Problem to solve
Return every line from the one with "ring pip: (597, 291)" through the one with "index mcp: (659, 231)", inclusive, exactly as it appears below.

[Records from a data collection]

------------------------------------------------

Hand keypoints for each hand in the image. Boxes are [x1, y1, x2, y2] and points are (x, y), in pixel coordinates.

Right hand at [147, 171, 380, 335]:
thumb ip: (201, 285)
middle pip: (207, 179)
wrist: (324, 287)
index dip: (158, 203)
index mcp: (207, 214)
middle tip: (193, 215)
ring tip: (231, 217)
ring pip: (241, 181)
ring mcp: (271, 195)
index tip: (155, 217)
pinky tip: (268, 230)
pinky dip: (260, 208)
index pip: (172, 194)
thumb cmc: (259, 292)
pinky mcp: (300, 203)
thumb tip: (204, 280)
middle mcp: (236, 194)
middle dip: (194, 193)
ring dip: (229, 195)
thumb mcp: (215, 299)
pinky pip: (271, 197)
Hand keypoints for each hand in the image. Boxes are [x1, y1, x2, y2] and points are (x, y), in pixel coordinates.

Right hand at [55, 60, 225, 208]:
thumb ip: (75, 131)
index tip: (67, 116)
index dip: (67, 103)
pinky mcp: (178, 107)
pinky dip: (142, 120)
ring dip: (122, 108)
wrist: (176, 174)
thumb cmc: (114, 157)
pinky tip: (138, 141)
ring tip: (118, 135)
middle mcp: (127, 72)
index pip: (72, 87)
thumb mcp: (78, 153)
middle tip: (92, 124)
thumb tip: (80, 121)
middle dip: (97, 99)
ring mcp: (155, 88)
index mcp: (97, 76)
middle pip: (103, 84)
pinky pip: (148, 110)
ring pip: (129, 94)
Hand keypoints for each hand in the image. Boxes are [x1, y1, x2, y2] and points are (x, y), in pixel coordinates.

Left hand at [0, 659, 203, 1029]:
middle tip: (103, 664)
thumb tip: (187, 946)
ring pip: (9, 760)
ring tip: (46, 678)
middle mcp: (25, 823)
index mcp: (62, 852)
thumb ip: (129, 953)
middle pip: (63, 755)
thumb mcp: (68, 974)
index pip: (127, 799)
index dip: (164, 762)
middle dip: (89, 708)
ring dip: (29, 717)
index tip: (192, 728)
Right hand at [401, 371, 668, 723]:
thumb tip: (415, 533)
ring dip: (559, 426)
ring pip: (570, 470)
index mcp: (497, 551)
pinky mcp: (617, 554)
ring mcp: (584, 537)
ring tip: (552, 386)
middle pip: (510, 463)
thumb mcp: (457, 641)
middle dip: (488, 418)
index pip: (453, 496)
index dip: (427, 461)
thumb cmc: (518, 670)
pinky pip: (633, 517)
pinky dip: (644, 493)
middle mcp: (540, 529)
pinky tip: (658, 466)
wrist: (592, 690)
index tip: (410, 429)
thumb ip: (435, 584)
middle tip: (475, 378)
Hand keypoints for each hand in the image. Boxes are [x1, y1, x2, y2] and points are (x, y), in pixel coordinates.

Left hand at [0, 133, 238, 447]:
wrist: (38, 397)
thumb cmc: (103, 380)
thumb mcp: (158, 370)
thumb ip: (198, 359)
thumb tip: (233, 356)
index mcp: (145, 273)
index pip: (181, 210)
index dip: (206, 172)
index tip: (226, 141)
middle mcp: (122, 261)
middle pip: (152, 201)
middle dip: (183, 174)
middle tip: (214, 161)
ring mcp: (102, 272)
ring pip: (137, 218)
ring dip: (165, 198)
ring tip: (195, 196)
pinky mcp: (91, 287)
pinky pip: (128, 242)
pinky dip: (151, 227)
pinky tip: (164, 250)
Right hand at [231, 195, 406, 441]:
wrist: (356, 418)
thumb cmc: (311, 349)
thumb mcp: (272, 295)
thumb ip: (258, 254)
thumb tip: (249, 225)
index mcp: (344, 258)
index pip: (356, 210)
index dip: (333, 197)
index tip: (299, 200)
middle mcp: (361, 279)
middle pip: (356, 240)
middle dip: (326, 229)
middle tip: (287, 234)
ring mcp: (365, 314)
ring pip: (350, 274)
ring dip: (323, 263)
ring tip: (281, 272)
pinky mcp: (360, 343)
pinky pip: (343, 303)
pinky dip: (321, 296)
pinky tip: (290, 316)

------------------------------------------------

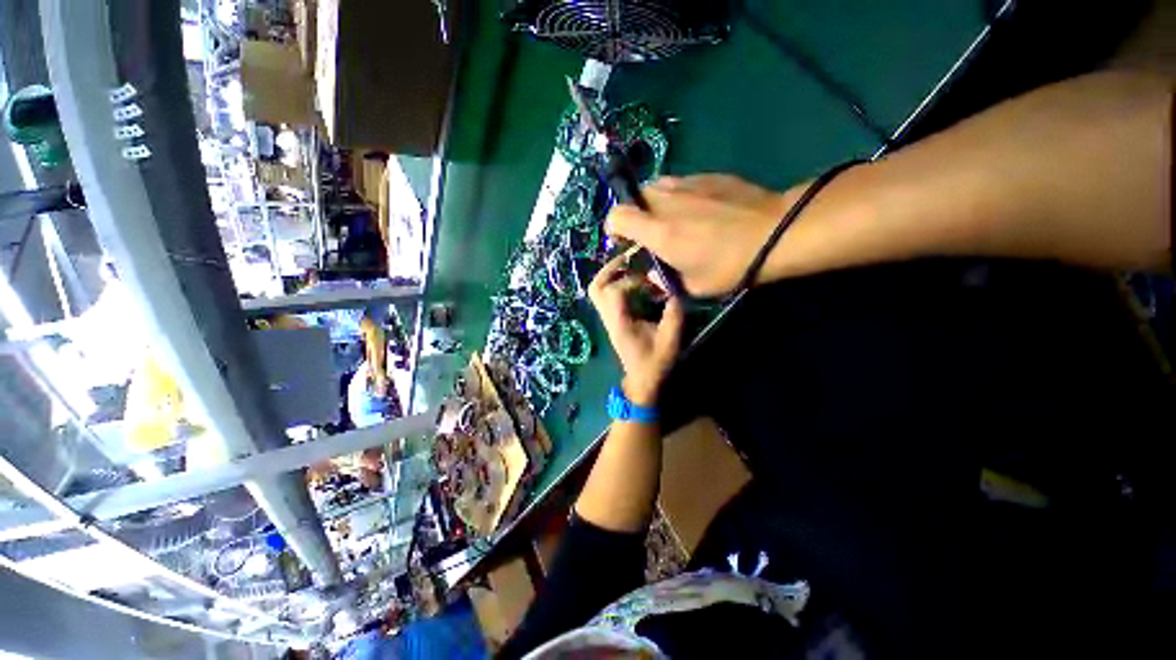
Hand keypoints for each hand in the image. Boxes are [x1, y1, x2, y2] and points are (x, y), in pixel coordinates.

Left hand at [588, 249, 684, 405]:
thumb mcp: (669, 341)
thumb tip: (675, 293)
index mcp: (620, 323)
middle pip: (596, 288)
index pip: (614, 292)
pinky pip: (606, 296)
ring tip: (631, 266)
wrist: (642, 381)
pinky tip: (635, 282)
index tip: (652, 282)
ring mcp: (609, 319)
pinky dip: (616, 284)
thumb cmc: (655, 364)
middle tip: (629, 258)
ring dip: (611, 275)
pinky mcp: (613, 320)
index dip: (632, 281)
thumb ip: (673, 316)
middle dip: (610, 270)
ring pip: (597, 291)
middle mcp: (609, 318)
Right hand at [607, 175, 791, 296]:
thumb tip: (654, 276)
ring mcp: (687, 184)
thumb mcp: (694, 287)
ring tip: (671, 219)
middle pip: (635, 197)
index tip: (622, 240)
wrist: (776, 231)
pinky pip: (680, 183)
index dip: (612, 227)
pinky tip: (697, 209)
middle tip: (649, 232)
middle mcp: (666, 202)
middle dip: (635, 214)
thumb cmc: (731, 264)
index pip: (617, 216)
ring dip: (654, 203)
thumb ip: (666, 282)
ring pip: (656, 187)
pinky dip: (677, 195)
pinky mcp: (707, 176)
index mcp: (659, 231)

------------------------------------------------

Task answer
ring pip: (597, 291)
middle mcp: (609, 318)
Right hand at [607, 175, 791, 296]:
thumb tip: (654, 276)
ring mcp: (687, 184)
thumb mcp: (694, 287)
ring tip: (671, 219)
middle pip: (635, 197)
index tip: (622, 240)
wrist: (776, 231)
pinky pip: (680, 183)
index dip: (612, 227)
pinky tip: (697, 209)
middle tip: (649, 232)
middle mcp: (666, 202)
middle dip: (635, 214)
thumb cmc: (731, 264)
index pip: (617, 216)
ring dip: (654, 203)
thumb ip: (666, 282)
ring pip: (656, 187)
pinky dip: (677, 195)
pinky mcp: (707, 176)
index mcp: (659, 231)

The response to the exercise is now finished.